Hi we are in both. We find we use the CC more though.

They have quite a lot of sites that stay open up until Jan, and also some all year round sites.......as we have a seasonal business we tend to get more time to tour in winter, and that is the time that we use the CC sites more. 

Usually we find that the facilities are execellent.


----------



## Bryandh (Oct 6, 2010)

Pay your money and make your choice much of a muchness as I understand but do buy the ACSI 2011 card (available on line or at sites). We have saved more, much more than the cost since Jan 01 this year. Good luck

Edit: Sorry, forgot the link, have a look

http://www.campingcard.co.uk/gb/en/home/uc33-l2-n641/


----------



## alhod (Nov 1, 2010)

*Thanks*

Well - thanks to everyone - now I'm even more confused 

Seriously, the comments are helpful. We are not interested in social events - must be a product of my grammar school education which also means that satnav does not scare or confuse me!

Balance of opinion seems to be not much to choose between them for usefulness of site access - the ferry discounts might be useful.
So I'll just grab a pin and close my eyes 8)

Alan


----------



## Rosbotham (May 4, 2008)

For the money involved it's not an either/or for us. We're members of both. We recoup the subscriptions easily by the discount when we're staying on club sites. Then having the memberships allows us the flexibility to stay at the CS and CL networks. 

£70/yr outlay, recouped via reduced fees anyway (we average 75 nights away/yr, most of which in UK, so you can do the maths about how much of this has to be on Club sites to make it worthwhile given saving is approx £7/night). 
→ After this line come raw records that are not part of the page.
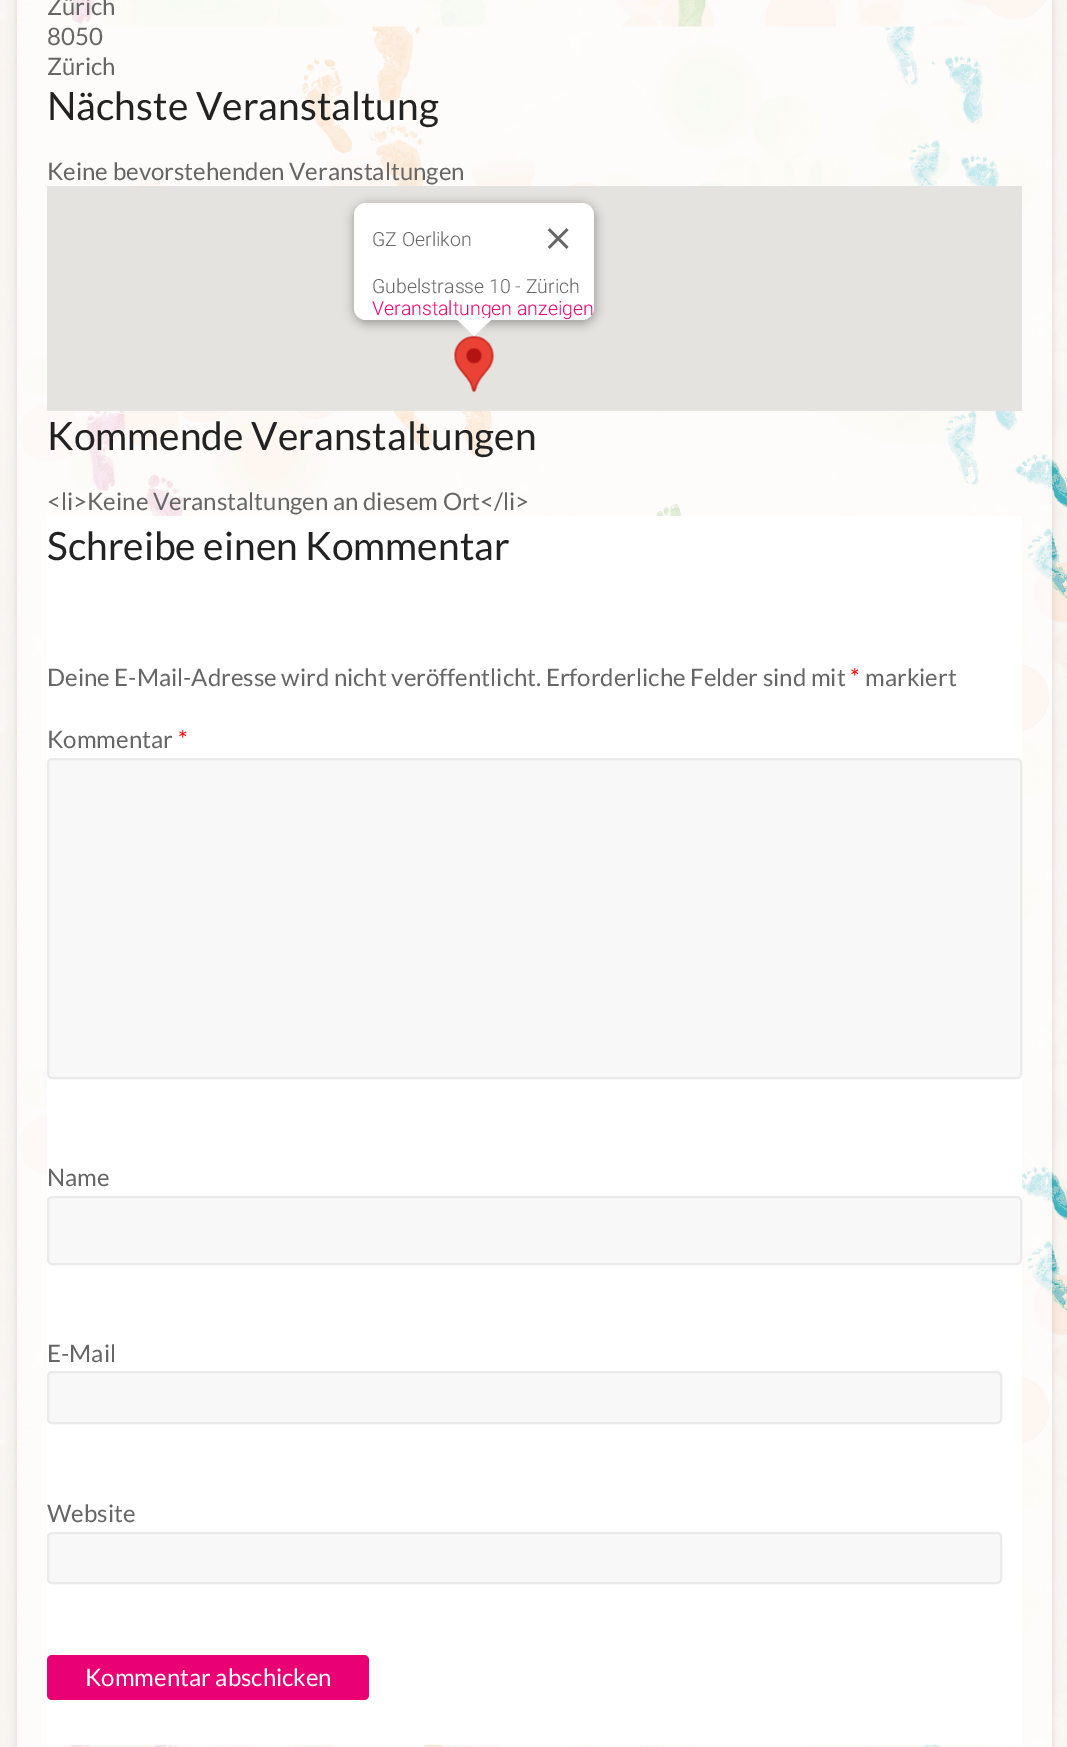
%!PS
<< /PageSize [1067 1747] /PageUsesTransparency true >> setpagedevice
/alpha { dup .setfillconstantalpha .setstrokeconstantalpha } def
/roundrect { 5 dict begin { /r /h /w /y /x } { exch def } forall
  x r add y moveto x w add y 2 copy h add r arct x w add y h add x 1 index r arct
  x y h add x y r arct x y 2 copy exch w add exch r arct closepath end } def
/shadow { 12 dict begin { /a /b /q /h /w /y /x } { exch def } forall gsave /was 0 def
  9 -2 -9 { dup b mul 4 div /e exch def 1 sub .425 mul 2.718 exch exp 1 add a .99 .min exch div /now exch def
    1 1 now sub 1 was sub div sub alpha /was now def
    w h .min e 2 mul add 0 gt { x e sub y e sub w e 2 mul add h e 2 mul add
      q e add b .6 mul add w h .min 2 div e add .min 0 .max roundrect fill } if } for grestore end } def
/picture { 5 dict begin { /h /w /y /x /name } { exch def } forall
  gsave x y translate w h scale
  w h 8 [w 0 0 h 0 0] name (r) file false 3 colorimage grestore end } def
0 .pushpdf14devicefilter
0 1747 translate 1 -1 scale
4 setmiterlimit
1 setgray
0 0 1067 1747 rectfill
(img1.rgb) 0 0 1067 1747 picture
gsave
newpath 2 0 moveto 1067 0 lineto 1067 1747 lineto 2 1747 lineto closepath 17 -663 moveto 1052 -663 lineto 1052 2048 lineto 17 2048 lineto closepath eoclip newpath
0.392 setgray
17 -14 1035 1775 0 4.5 0.2 shadow
grestore
0.7 alpha
17 0 1035 1747 rectfill
/Lato-Regular [24 0 0 -24 0 0] selectfont
1 alpha
0.4 setgray
47 15 moveto (Zürich) show
47 45 moveto (8050) show
47 75 moveto (Zürich) show
/Lato-Regular [39 0 0 -39 0 0] selectfont
0.133 setgray
47 120 moveto (Nächste Veranstaltung) show
/Lato-Regular [24 0 0 -24 0 0] selectfont
0.4 setgray
47 180 moveto (Keine bevorstehenden Veranstaltungen) show
0.898 0.89 0.875 setrgbcolor
47 186 975 225 rectfill
(img3.rgb) 454 335 40 58 picture
0 setgray
353 204 243 120 14 5 0.3 shadow
1 setgray
354 203 240 117 12 roundrect fill
/Roboto-Light [19.5 0 0 -19.5 0 0] selectfont
0.4 setgray
372 246 moveto (GZ Oerlikon) show
(img2.rgb) 547 228 22 21 picture
372 293 moveto (Gubelstrasse 10 - Zürich) show
0.91 0 0.455 setrgbcolor
372 315 moveto (Veranstaltungen anzeigen) show
1 setgray
newpath 456 318 moveto 456 318.5 lineto 474 336 lineto 493 318 lineto closepath fill
/Lato-Regular [39 0 0 -39 0 0] selectfont
0.133 setgray
47 450 moveto (Kommende Veranstaltungen) show
/Lato-Regular [24 0 0 -24 0 0] selectfont
0.4 setgray
47 510 moveto (<li>Keine Veranstaltungen an diesem Ort</li>) show
1 setgray
47 516 975 1229 rectfill
/Lato-Regular [39 0 0 -39 0 0] selectfont
0.133 setgray
47 560 moveto (Schreibe einen Kommentar) show
/Lato-Regular [24 0 0 -24 0 0] selectfont
0.4 setgray
47 686 moveto (Deine E-Mail-Adresse wird nicht veröffentlicht. Erforderliche Felder sind mit) show
1 0 0 setrgbcolor
850 686 moveto (*) show
0.4 setgray
865 686 moveto (markiert) show
47 748 moveto (Kommentar) show
1 0 0 setrgbcolor
178 748 moveto (*) show
0.973 setgray
48 759 973 319 4 roundrect gsave fill grestore
0.918 setgray
2 setlinewidth
stroke
0.4 setgray
47 1186 moveto (Name) show
0.973 setgray
48 1197 973 67 4 roundrect gsave fill grestore
0.918 setgray
stroke
0.4 setgray
47 1362 moveto (E-Mail) show
0.973 setgray
48 1372 953 51 4 roundrect gsave fill grestore
0.918 setgray
stroke
0.4 setgray
47 1522 moveto (Website) show
0.973 setgray
48 1533 953 50 4 roundrect gsave fill grestore
0.918 setgray
stroke
0.91 0 0.455 setrgbcolor
47 1655 322 45 5 roundrect fill
1 setgray
85 1686 moveto (Kommentar abschicken) show
.poppdf14devicefilter showpage
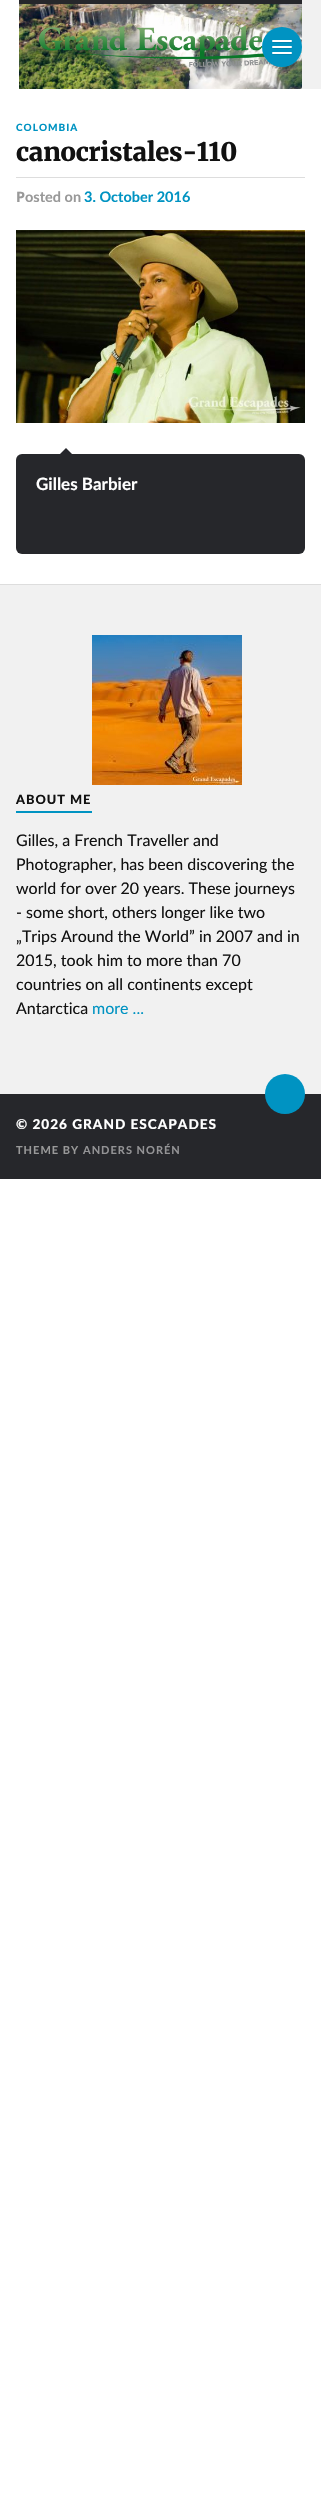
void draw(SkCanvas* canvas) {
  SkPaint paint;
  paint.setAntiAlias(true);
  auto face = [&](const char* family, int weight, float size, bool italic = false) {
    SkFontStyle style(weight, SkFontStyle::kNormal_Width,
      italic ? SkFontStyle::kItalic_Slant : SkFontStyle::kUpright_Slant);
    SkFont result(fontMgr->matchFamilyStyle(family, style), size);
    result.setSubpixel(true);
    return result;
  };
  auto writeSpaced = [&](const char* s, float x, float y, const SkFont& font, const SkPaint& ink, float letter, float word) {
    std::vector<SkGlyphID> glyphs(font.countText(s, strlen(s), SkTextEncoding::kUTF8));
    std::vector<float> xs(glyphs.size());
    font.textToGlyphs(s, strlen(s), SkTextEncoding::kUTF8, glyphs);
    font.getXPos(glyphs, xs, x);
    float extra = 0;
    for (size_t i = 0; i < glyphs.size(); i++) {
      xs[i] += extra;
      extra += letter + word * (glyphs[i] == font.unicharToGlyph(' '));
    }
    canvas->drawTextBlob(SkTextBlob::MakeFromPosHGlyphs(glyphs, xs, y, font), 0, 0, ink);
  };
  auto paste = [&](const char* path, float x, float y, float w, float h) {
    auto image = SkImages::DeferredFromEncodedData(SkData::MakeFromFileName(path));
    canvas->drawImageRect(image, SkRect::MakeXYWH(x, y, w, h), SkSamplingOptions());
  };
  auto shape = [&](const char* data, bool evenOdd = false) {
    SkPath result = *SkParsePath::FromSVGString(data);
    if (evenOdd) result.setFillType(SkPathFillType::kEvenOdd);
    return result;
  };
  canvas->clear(0xffffffff);
  paint.setColor(0xfff1f1f1);
  canvas->drawRect(SkRect::MakeXYWH(302, 0, 19, 89), paint);
  paste("img/1.png", 19, 4, 283, 85);
  paint.setColor(0xff26272b);
  canvas->drawRect(SkRect::MakeXYWH(19, 0, 283, 4), paint);
  paste("img/2.png", 39, 26, 263, 41);
  paint.setColor(0x1a000000);
  canvas->drawPath(shape("M262 48C261 76 303 76 302 48C301 73 263 73 262 48Z"), paint);
  paint.setColor(0xff0093c2);
  canvas->drawCircle(282, 47, 20, paint);
  paint.setColor(0xff0084af);
  canvas->drawPath(shape("M272 41.5C271 43 274 43 276 43H288C290 43 293 43 292 41.5L291 42H273Z"), paint);
  paint.setColor(0xffffffff);
  canvas->drawRoundRect(SkRect::MakeXYWH(272, 40, 20, 2), 1, 1, paint);
  paint.setColor(0xff0084af);
  canvas->drawPath(shape("M272 47.5C271 49 274 49 276 49H288C290 49 293 49 292 47.5L291 48H273Z"), paint);
  paint.setColor(0xffffffff);
  canvas->drawRoundRect(SkRect::MakeXYWH(272, 46, 20, 2), 1, 1, paint);
  paint.setColor(0xff0084af);
  canvas->drawPath(shape("M272 53.5C271 55 274 55 276 55H288C290 55 293 55 292 53.5L291 54H273Z"), paint);
  paint.setColor(0xffffffff);
  canvas->drawRoundRect(SkRect::MakeXYWH(272, 52, 20, 2), 1, 1, paint);
  paint.setColor(0xffdddddd);
  canvas->drawRect(SkRect::MakeXYWH(16, 177, 289, 1), paint);
  paste("img/3.png", 16, 230, 289, 193);
  paint.setColor(0xff26272b);
  canvas->drawRoundRect(SkRect::MakeXYWH(16, 454, 289, 100), 6, 6, paint);
  paint.setColor(0xff25262b);
  canvas->drawPath(shape("M72 454H60L66 448Z"), paint);
  paint.setColor(0xfff1f1f1);
  canvas->drawRect(SkRect::MakeXYWH(0, 585, 321, 509), paint);
  paint.setColor(0xffdddddd);
  canvas->drawRect(SkRect::MakeXYWH(0, 584, 321, 1), paint);
  paste("img/4.png", 92, 635, 150, 150);
  paint.setColor(0xff0093c2);
  canvas->drawRect(SkRect::MakeXYWH(16, 811, 76, 2), paint);
  paint.setColor(0xff26272b);
  canvas->drawRect(SkRect::MakeXYWH(0, 1094, 321, 85), paint);
  paint.setColor(0xff0093c2);
  canvas->drawCircle(285, 1094, 20, paint);
  auto f0 = face("Lato", 900, 10);
  writeSpaced("COLOMBIA", 16, 131, f0, paint, 1, 0);
  auto f1 = face("Merriweather", 900, 25.5f);
  paint.setColor(0xff111111);
  writeSpaced("canocristales-110", 16, 161, f1, paint, -0.25f, 0);
  auto f2 = face("Noto Sans", 700, 14.5f);
  paint.setColor(0xff999999);
  canvas->drawString("P", 16, 202, f2, paint);
  auto f3 = face("Lato", 700, 14.5f);
  canvas->drawString("osted on", 25, 202, f3, paint);
  paint.setColor(0xff0093c2);
  canvas->drawString("3. October 2016", 84, 202, f3, paint);
  auto f4 = face("Lato", 700, 17);
  paint.setColor(0xffffffff);
  canvas->drawString("Gilles Barbier", 36, 490, f4, paint);
  auto f5 = face("Lato", 900, 12.75f);
  paint.setColor(0xff111111);
  writeSpaced("ABOUT ME", 16, 804, f5, paint, 1, 0);
  auto f6 = face("Lato", 400, 16);
  {
    const struct { const char* s; float x, y; } items[] = {
      {"Gilles, a French Traveller and", 16, 846},
      {"Photographer, has been discovering the", 16, 870},
      {"world for over 20 years. These journeys", 16, 894},
      {"- some short, others longer like two", 16, 918},
      {"„Trips Around the World” in 2007 and in", 16, 942},
      {"2015, took him to more than 70", 16, 966},
      {"countries on all continents except", 16, 990},
      {"Antarctica", 16, 1014},
    };
    for (auto [s, x, y] : items) {
      canvas->drawString(s, x, y, f6, paint);
    }
  }
  paint.setColor(0xff0093c2);
  canvas->drawString("more ...", 92, 1014, f6, paint);
  auto f7 = face("Lato", 900, 13.6f);
  paint.setColor(0xffffffff);
  writeSpaced("© 2026 GRAND ESCAPADES", 16, 1129, f7, paint, 1, 0);
  auto f8 = face("Lato", 700, 11);
  paint.setColor(0xff999999);
  writeSpaced("THEME BY", 16, 1154, f8, paint, 1, 0);
  paint.setColor(0xff939395);
  writeSpaced("ANDERS NORÉN", 83, 1154, f8, paint, 1, 0);
}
The membership fees are nowt next to the purchase/running costs of a motorhome.


----------



## rayc (Jun 3, 2008)

alhod said:


> Hi to all
> As one new to motorhoming there is one hell of a lot to absorb. The burning question now is, which club to join? Caravan Club or Camping and Caravan Club - do they offer any real benefits or is it better just to use Google for sites? We will be touring in UK and mainland Europe, mainly France and Spain to start.
> So - advice, experience and comment will be most welcome!
> Thanks
> Alan


Alan, It may help if you could say what you wanted to get from membership of a club? Do you want to join or use local groups, the CL/CS network or the club national networks. Would you want to use the European Travel services of either club e.g. site or ferry booking and insurance?
My advise is that if you have the money to join a) C&CC b) CC and c) MCC for one year and see what they do for you. After the first year you can decide which membership/s to retain. Ray


----------



## Alfa_Scud (Sep 27, 2006)

*Re: Thanks*



alhod said:


> Balance of opinion seems to be not much to choose between them for usefulness of site access - the ferry discounts might be useful.
> So I'll just grab a pin and close my eyes 8)
> 
> Alan


Or for the sake of an extra 30 quid'ish (isn't that a Harry Potter game??) join both for the first year & have a go at both. You can then see what fits you best.

We've had our van coming up for four years now, & are still members of both clubs. Both work quite well for us, although last year we only used one CC club & CL site. That though was with some friends who weren't CC members so they paid nearly the same as we did including our subs for a few days (but we got a magazine & sites books too).

Then again we didn't use ANY CCC club sites, but did, for the first time, use exclusively temporary holiday sites & weekend meets.

The year before we used a good mix of both clubs on sites & CL's, so it really varies.

People do seem to go on about CC wardens, but I can speak in all honesty when I say I've never met a bad 'un. Quite the contrary they've all seemed really helpful & friendly. Then again, I do tend to go in the office with a jolly Norvern "nah then, howz it dangling?" & a smile.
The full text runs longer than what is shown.